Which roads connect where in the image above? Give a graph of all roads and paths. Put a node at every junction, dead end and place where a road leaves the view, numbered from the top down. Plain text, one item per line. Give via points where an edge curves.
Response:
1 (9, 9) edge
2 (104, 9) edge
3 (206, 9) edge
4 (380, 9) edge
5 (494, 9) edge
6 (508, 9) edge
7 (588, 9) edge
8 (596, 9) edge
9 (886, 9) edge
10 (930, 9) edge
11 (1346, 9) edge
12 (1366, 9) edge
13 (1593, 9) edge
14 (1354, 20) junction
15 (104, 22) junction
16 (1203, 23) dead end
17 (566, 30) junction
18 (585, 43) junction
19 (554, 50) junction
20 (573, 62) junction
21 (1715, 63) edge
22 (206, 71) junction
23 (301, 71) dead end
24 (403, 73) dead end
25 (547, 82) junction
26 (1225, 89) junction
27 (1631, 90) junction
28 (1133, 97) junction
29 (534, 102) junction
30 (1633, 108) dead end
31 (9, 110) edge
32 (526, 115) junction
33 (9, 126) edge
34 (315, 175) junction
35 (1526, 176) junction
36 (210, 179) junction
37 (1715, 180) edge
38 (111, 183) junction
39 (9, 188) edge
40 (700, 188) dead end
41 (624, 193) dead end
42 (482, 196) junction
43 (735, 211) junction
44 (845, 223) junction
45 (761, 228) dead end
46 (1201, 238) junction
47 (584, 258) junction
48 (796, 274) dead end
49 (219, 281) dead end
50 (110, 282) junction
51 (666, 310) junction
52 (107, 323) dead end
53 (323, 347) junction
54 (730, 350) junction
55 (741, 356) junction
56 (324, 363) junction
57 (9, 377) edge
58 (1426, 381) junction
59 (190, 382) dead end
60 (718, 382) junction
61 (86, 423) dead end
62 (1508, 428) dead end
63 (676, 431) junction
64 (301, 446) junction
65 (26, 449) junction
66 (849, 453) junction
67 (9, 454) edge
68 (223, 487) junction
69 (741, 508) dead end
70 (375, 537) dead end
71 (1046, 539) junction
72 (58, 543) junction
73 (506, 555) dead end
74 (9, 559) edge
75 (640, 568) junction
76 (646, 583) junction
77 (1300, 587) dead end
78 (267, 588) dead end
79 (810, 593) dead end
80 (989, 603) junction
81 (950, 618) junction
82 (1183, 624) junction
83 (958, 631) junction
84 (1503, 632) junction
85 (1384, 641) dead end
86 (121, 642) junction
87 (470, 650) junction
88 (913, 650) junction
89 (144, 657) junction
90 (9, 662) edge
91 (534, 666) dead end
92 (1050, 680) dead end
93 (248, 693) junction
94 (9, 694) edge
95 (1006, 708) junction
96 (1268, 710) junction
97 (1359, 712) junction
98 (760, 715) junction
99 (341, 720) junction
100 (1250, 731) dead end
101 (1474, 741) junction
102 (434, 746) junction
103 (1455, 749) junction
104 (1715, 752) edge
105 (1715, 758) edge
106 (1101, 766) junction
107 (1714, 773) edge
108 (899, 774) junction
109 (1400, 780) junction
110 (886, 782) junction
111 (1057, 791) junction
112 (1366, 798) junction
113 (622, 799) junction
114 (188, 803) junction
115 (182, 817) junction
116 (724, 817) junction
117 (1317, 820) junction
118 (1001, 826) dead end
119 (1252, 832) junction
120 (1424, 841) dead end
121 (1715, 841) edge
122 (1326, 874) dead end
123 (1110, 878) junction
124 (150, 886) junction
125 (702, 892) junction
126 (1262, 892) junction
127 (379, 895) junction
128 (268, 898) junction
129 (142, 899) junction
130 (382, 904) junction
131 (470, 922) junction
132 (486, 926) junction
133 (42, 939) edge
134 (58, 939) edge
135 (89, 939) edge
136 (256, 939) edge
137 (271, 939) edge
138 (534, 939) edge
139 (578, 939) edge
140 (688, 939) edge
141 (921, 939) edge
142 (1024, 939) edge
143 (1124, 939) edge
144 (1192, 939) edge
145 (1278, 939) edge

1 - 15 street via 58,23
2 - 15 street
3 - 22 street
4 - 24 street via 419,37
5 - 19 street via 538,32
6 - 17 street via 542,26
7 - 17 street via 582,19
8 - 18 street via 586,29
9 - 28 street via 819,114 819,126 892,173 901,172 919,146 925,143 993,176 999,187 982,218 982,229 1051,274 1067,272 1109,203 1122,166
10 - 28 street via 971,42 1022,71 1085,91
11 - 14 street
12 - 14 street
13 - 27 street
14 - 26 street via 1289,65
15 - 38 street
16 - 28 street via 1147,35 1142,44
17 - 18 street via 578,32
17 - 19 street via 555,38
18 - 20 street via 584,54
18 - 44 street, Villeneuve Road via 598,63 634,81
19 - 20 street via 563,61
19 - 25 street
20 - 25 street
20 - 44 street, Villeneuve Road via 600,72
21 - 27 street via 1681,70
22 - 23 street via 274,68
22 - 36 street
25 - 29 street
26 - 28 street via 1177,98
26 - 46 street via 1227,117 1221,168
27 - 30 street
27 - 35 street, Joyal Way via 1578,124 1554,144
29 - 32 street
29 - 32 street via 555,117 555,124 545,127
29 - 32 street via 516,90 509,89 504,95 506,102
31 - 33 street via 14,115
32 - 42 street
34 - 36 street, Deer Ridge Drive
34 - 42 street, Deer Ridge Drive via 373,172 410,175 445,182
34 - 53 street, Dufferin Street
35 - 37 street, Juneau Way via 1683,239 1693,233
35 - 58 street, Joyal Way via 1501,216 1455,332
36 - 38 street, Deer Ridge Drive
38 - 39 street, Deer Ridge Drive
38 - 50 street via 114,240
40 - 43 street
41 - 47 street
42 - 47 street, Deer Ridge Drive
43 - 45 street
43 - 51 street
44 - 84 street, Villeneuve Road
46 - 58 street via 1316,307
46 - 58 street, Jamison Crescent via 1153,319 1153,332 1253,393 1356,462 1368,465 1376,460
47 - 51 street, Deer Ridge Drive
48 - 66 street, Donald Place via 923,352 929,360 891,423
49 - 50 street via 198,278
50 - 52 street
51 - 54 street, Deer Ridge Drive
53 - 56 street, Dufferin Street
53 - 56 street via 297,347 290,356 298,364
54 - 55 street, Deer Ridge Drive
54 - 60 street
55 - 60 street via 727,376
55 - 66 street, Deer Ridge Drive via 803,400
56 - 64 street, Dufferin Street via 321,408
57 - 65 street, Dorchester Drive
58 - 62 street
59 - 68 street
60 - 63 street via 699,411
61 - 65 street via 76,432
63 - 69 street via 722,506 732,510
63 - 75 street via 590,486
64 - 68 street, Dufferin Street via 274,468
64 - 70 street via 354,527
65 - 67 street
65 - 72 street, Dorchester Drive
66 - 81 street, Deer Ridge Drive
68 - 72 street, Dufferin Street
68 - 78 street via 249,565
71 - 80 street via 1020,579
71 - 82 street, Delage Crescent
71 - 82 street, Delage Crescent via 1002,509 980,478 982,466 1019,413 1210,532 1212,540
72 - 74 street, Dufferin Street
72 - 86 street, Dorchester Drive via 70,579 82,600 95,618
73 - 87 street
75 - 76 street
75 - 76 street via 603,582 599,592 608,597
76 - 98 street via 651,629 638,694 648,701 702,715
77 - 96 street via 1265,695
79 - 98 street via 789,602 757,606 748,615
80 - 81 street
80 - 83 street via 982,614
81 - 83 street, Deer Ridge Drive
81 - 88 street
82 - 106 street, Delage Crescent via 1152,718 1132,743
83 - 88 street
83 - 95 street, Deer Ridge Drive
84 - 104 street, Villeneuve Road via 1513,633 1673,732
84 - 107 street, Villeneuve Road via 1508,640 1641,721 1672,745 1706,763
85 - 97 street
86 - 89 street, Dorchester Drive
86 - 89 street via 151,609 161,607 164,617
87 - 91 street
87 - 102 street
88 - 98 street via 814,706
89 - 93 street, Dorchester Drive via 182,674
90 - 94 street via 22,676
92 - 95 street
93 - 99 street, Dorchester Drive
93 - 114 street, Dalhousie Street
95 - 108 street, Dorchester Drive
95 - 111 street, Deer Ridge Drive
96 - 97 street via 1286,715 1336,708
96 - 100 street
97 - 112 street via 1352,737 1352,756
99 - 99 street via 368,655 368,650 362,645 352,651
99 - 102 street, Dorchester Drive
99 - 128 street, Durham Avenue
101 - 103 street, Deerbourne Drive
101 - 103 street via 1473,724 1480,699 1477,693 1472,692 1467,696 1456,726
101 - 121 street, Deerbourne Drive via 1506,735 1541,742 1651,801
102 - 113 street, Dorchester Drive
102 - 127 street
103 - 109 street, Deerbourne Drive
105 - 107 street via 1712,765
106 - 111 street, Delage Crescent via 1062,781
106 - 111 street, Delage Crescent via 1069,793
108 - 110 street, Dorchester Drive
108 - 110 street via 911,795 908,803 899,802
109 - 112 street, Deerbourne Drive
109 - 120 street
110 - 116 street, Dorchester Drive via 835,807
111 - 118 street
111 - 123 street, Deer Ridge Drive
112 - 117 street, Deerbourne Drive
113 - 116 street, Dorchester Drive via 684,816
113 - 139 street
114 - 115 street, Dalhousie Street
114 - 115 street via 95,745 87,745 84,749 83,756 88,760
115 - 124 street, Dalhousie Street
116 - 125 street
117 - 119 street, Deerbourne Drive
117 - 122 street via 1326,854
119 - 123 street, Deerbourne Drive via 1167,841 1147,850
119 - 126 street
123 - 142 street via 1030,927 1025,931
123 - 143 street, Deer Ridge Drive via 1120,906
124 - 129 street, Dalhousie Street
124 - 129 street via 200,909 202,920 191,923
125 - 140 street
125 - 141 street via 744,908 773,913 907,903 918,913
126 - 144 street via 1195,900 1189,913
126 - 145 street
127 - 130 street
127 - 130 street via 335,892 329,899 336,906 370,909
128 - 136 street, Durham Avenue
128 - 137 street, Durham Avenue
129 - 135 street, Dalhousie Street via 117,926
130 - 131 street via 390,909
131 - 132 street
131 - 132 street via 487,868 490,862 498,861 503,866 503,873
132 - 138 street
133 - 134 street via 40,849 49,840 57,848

____________________

• EXERCISE:
Please count the lines in the records that hold the string "Dufferin", and give the number alone.

• REPLY TO THE TASK:
6